CHP'de neler olup bittiğini anlamak hiç de kolay değil. Bir yanda parti içi iktidar kavgaları, öte yanda şiddetle arasına mesafe koyamayan HDP'yi sahiplenme çabaları hız kesmeden sürüyor.
Bir yanda kongrelere "tek aday" dayatılıyor, öte yanda Kemal Kılıçdaroğlu çıkıp, son dönemde yakınlaştığı bazı aydınların siyaset diliyle "Cumhuriyeti demokrasiyle buluşturma" gibi iddialı bir vaatte bulunuyor.
Ama aynı partide "eleştiri hakkını" kullanan eski üyeler peş peşe partiden ihraç ediliyor.
Eski CHP milletvekili ve yöneticisi Yılmaz Ateş'in yaşadıkları bunun tipik örneği. Ateş, benim de bulunduğum CNNTürk programında, kendisini de işin içine katarak şu tarihi özeleştiriyi yapmıştı:
"MHP'yi ve Fenerbahçe Spor Kulübü'nü tebrik ediyorum. Maalesef benim partim (FETÖ'ye) teslim oldu ama MHP ve Fenerbahçe o terör örgütüne teslim olmadı. Eğer dik durabilseydik 15 Temmuz darbe girişimi de olmayacaktı."

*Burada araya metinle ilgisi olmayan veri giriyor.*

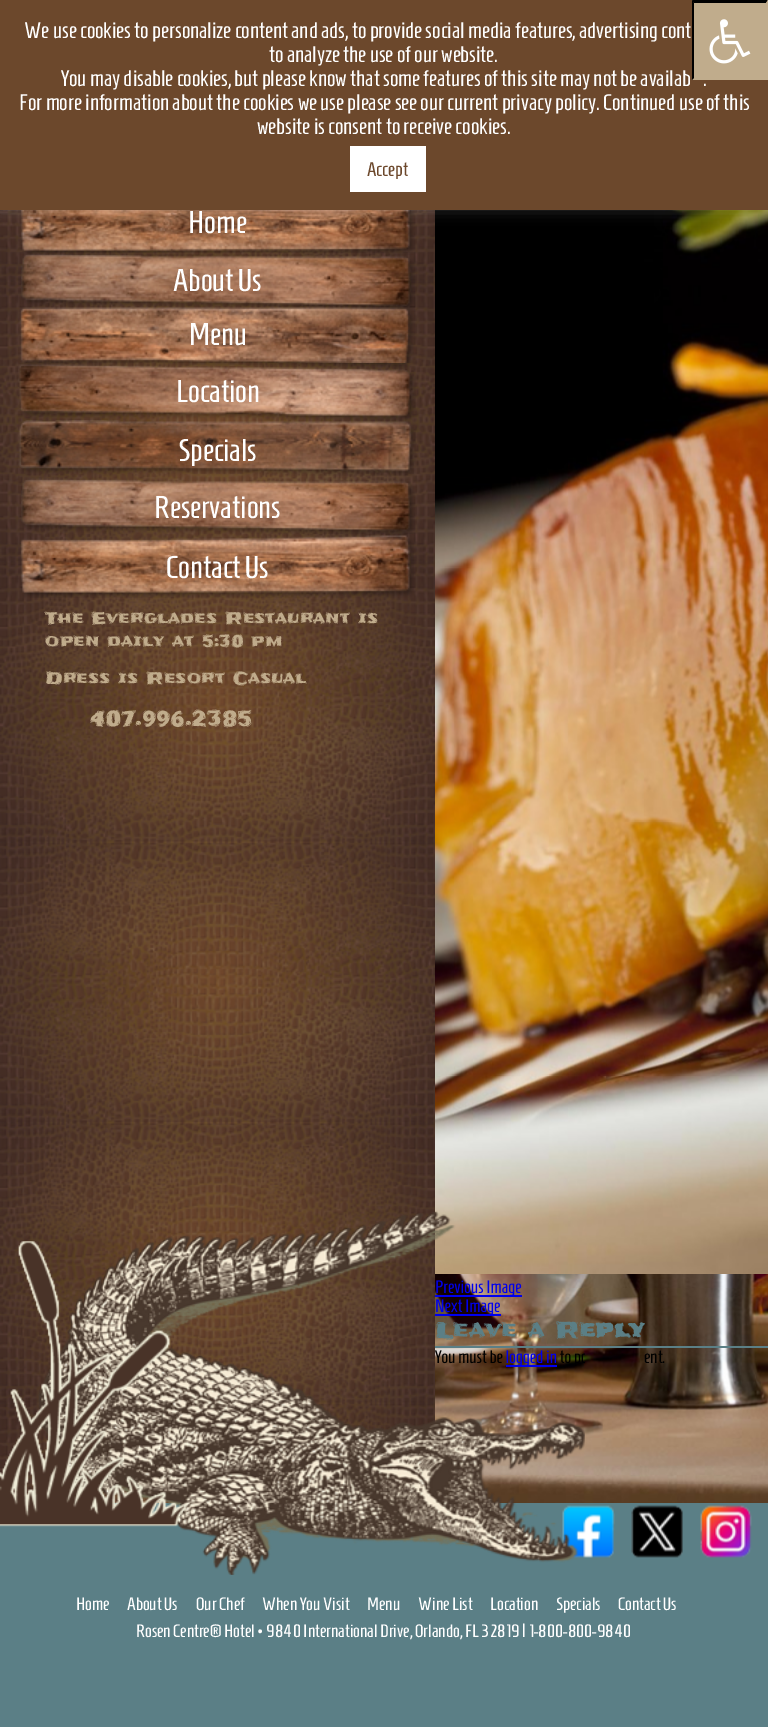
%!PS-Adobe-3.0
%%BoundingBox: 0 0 768 1727
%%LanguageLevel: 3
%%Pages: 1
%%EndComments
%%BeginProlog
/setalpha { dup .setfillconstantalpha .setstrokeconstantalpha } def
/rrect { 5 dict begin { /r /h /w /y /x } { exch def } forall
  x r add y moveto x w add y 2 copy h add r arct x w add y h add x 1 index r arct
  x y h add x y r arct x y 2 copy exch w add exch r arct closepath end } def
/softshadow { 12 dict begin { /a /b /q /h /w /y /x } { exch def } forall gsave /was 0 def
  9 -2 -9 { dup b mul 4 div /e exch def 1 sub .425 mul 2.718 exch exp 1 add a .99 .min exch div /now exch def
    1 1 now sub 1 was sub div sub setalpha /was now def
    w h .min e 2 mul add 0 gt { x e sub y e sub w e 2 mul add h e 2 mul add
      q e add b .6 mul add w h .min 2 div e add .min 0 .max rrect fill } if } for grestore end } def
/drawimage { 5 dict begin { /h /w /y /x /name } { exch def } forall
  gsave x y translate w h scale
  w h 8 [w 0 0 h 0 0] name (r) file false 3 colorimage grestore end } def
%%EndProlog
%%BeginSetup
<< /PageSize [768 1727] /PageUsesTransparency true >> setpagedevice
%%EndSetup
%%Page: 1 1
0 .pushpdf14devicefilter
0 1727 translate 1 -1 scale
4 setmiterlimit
1 setgray
0 0 768 1727 rectfill
(images/11.raw) 435 210 333 1064 drawimage
(images/12.raw) 435 1274 333 229 drawimage
0 0 0.933 setrgbcolor
435 1295 87 2 rectfill
435 1314 66 2 rectfill
0.357 0.498 0.525 setrgbcolor
435 1346 333 2 rectfill
0 0 0.933 setrgbcolor
506 1365 51 2 rectfill
0.357 0.498 0.525 setrgbcolor
0 1503 768 224 rectfill
(images/13.raw) 562 1505 53 53 drawimage
(images/14.raw) 631 1505 52 53 drawimage
(images/15.raw) 700 1505 52 53 drawimage
/Homenaje-Regular [18 0 0 -18 0 0] selectfont
0 0 0.933 setrgbcolor
435 1293 moveto (Previous Image) show
435 1312 moveto (Next Image) show
/Frijole-Bold [22.5 0 0 -22.5 0 0] selectfont
0.357 0.498 0.525 setrgbcolor
435 1338 moveto (Leave a Reply) show
/Homenaje-Regular [18 0 0 -18 0 0] selectfont
0 setgray
435 1363 moveto (You must be) show
(images/2.raw) 0 210 435 1293 drawimage
(images/3.raw) 20 210 395 44 drawimage
0.675 0.671 0.671 setrgbcolor
0 -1 768 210 0 7.5 0.3 softshadow
0.424 0.282 0.173 setrgbcolor
0 0 768 210 rectfill
0.753 0.675 0.549 setrgbcolor
692 0 76 80 rectfill
(images/1.raw) 709 19 42 45 drawimage
0 setgray
newpath 692 0 moveto 768 0 lineto 766 3 lineto 694 3 lineto closepath fill
newpath 692 80 moveto 692 0 lineto 694 3 lineto 694 78 lineto closepath fill
0.753 0.675 0.549 setrgbcolor
newpath 768 0 moveto 768 80 lineto 766 78 lineto 766 3 lineto closepath fill
1 setgray
350 146 76 46 rectfill
/Homenaje-Regular [19.5 0 0 -19.5 0 0] selectfont
0.424 0.282 0.173 setrgbcolor
367 176 moveto (Accept) show
/Homenaje-Regular [22.5 0 0 -22.5 0 0] selectfont
1 setgray
257 134 moveto (website is consent to receive cookies.) show
19 110 moveto (For more information about the cookies we use please see our current privacy policy. Continued use of this) show
703 86 moveto (.) show
61 86 moveto (You may disable cookies, but please know that some features of this site may not be availab) show
269 62 moveto (to analyze the use of our website.) show
24 38 moveto (We use cookies to personalize content and ads, to provide social media features, advertising cont) show
(images/5.raw) 19 306 396 57 drawimage
/Homenaje-Regular [31.5 0 0 -31.5 0 0] selectfont
189 345 moveto (Menu) show
(images/4.raw) 21 254 394 52 drawimage
173 291 moveto (About Us) show
(images/9.raw) 20 534 394 64 drawimage
166 578 moveto (Contact Us) show
(images/8.raw) 21 478 394 56 drawimage
154 518 moveto (Reservations) show
(images/7.raw) 18 420 398 56 drawimage
178 461 moveto (Specials) show
(images/6.raw) 18 363 398 57 drawimage
176 402 moveto (Location) show
188 233 moveto (Home) show
/Frijole-Regular [21 0 0 -21 0 0] selectfont
0.753 0.675 0.549 setrgbcolor
90 726 moveto (407.996.2385) show
/Frijole-Regular [16.5 0 0 -16.5 0 0] selectfont
45 684 moveto (Dress is Resort Casual) show
45 647 moveto (open daily at 5:30 pm) show
45 624 moveto (The Everglades Restaurant is) show
/Homenaje-Regular [18 0 0 -18 0 0] selectfont
0 0 0.933 setrgbcolor
506 1363 moveto (logged in) show
0 setgray
560 1363 moveto (to) show
(images/10.raw) 0 1211 585 364 drawimage
644 1363 moveto (ent.) show
1 setgray
76 1610 moveto (Home) show
127 1610 moveto (About Us) show
196 1610 moveto (Our Chef) show
262 1610 moveto (When You Visit) show
367 1610 moveto (Menu) show
418 1610 moveto (Wine List) show
490 1610 moveto (Location) show
556 1610 moveto (Specials) show
618 1610 moveto (Contact Us) show
136 1637 moveto (Rosen Centre® Hotel • 9840 International Drive, Orlando, FL 32819 | 1-800-800-9840) show
.poppdf14devicefilter showpage
%%EOF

Parti içi demokrasiye "tek" sahip olmasıyla övünen CHP, ne yazık ki bu açıklamaya tahammül etmedi ve Ateş'i disiplin kuruluna verdi. Önceki gün de Ankara CHP İl Disiplin Kurulu kararını açıkladı: "İhraç..." Buraya kadar işin sadece görünen kısmı, arka planda ise çok daha vahim şeyler oldu. Önce CHP Ankara İl Disiplin Kurulu'na gidelim. İl Disiplin Kurulu'nun 9 üyesinden biri hastalık gerekçesiyle gelmeyince oradaki oylama 4'e 4 çıktı. Bu ihraç kararının çıkmayacağı anlamına geliyordu.
Sonra kulislerde konuşulanlara göre araya parti yetkilileri girdi ve oylama sonucu 7'ye 1 olarak değişti.
Konu önceki gün Parti Meclisi'nin de gündemindeydi. CHP Genel Başkanı Kemal Kılıçdaroğlu'nun gözü önünde bu konu da tartışıldı. Aykut Erdoğdu ihraçtan yana tavır alırken İlhan Cihaner gibi birkaç isim karara karşı çıktı.
Cihaner'in, "Programı ben de izledim.
Yılmaz Ateş kendisinin de içinde bulunduğu yönetimi kastetti.
Bunda ne var?" deyince bu kez devreye Kılıçdaroğlu girdi ve çok ilginç bir açıklama yaptı: "Bu tartışmayı uzatmayalım.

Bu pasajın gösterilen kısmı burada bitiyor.